Duckworth Condemns USCIS for Failing to Follow Civil Rights Law for Blind Man Seeking Citizenship Test
[WASHINGTON, D.C.] – Today, Senator Tammy Duckworth (D-IL) wrote to Kevin Riddle, Field Office Director at the U.S. Citizenship and Immigration Services (USCIS), urging the agency immediately reverse course and provide Lucio Delgado, a blind man who is a legal permanent resident living in Illinois, with proper accommodations for his upcoming citizenship test. According to reports, last week USCIS failed to provide Mr. Delgado with a Braille test, which was part of his request for the reasonable accommodations required by the Rehabilitation Act of 1973. As a result, he failed his citizenship test, despite passing the portions of the citizenship exam that did not require vision to complete.
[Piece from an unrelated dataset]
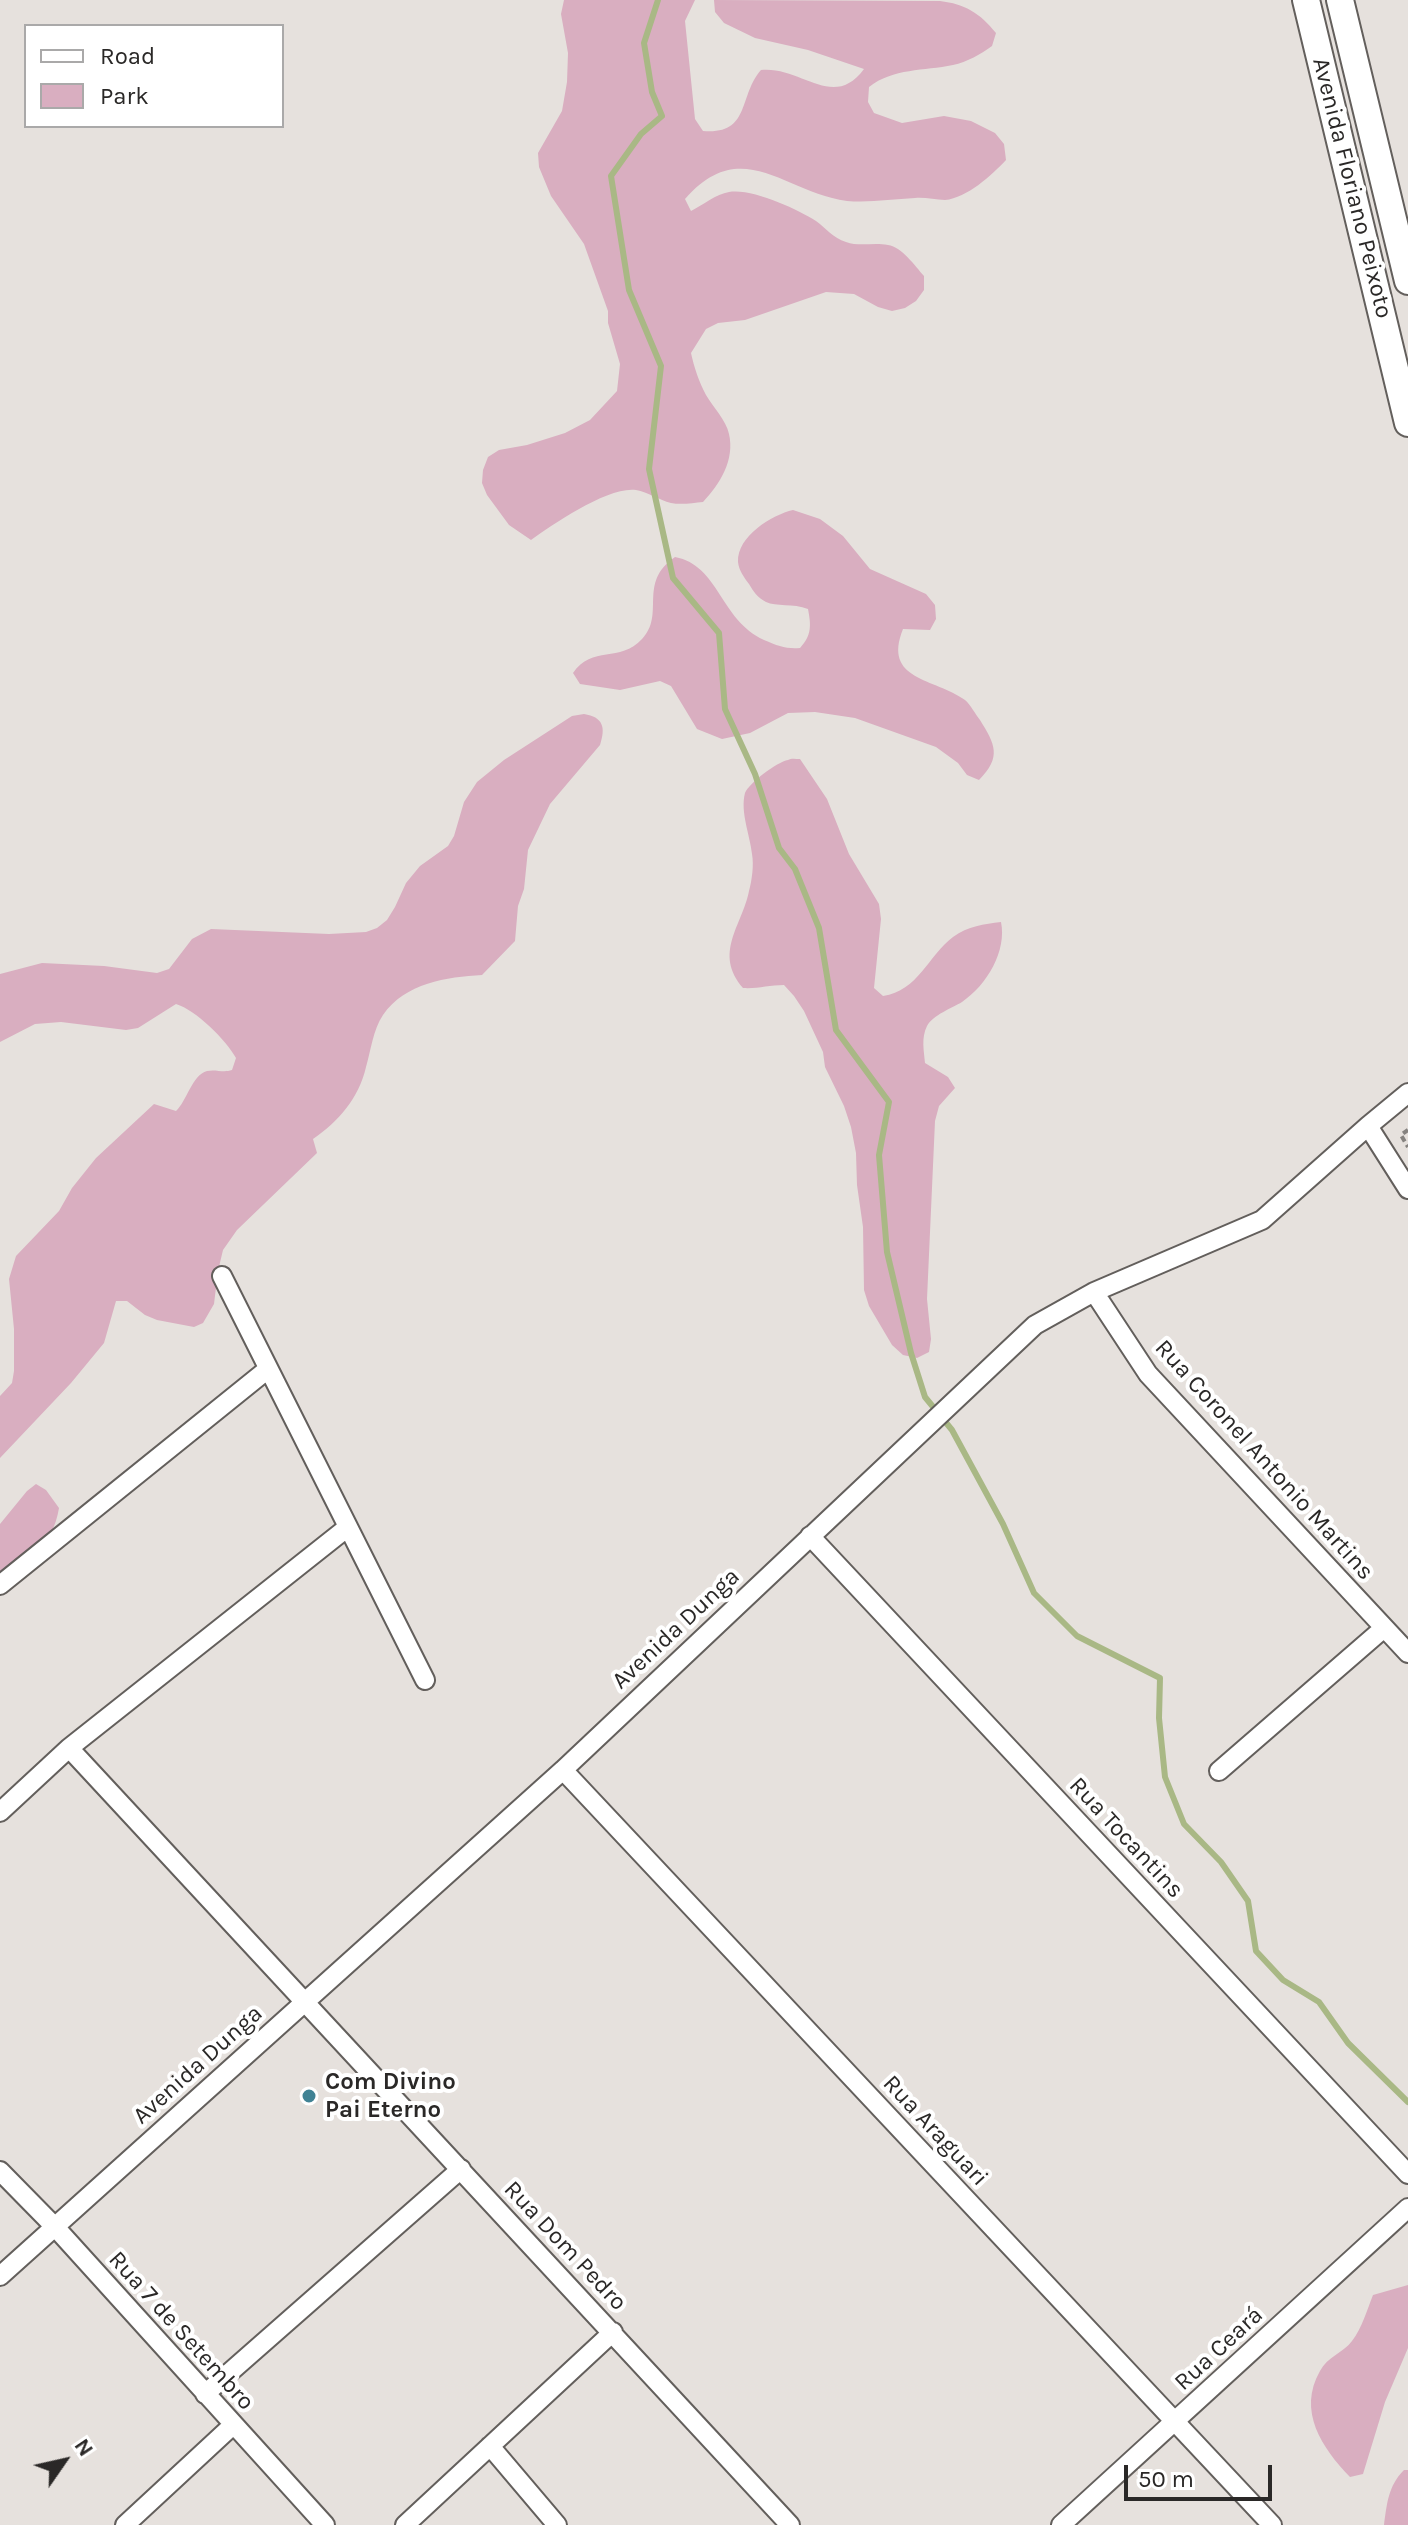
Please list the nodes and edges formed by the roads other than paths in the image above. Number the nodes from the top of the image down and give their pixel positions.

“USCIS’s inability to provide Mr. Delgado the accommodations needed for him to take the reading portion of the citizenship exam should not bar him from becoming a U.S. citizen,” Duckworth wrote. “He has cleared all other parts of the naturalization process, including most of the citizenship exam, and demonstrated his understanding of the English language and U.S. civics. Mr. Delgado’s family came to this country in part so that could receive better accommodations for his disability. I am asking that USCIS do just this and provide Mr. Delgado a path forward that properly accommodates for his disability.”
A full copy of the letter is available below and online here.
Mr. Kevin Riddle
Field Office Director
U.S. Citizenship and Immigration Services Field Office
101 W. Ida B. Wells Drive
Chicago, IL 60605
Dear Field Office Director Riddle:
I am writing in support of granting U.S. citizenship to Mr. Lucio Delgado, a blind man whom U.S. Citizenship and Immigration Services (USCIS) failed to provide proper accommodations for during his citizenship test. I urge USCIS to take swift action to provide Mr. Delgado all necessary and proper accommodations throughout the rest of his naturalization process, including for Mr. Delgado’s third citizenship test on March 13, 2020.
Mr. Delgado is a 23-year-old legal permanent resident who has lived in the United States for the past six years and is currently seeking U.S. citizenship. Mr. Delgado is also legally blind as result of being born with Retinopathy of Prematurity (ROP), an eye disorder that primarily affects premature infants. ROP is one of the most common causes of visual loss during childhood and can lead, as it did for Mr. Delgado, to complete and lifelong blindness.
According to public reports, USCIS received Mr. Delgado’s request for reasonable accommodations but failed to provide the reading test in Braille and instead only offered the exam in large print both times he attempted to take it. Being 100 percent blind and without proper accommodations, Mr. Delgado was unable to complete this portion of the exam and failed.
USCIS’s inability to provide Mr. Delgado the accommodations needed for him to take the reading portion of the citizenship exam should not bar him from becoming a U.S. citizen. He has cleared all other parts of the naturalization process, including most of the citizenship exam, and demonstrated his understanding of the English language and U.S. civics. Mr. Delgado’s family came to this country in part so that could receive better accommodations for his disability. I am asking that USCIS do just this and provide Mr. Delgado a path forward that properly accommodates for his disability.
Please do the right thing in providing Mr. Delgado full support and assistance in attaining U.S. citizenship, which includes providing all written materials in Braille or an alternative method that accommodates for his blindness. Thank you in advance for your consideration of my reasonable request on behalf of Mr. Delgado.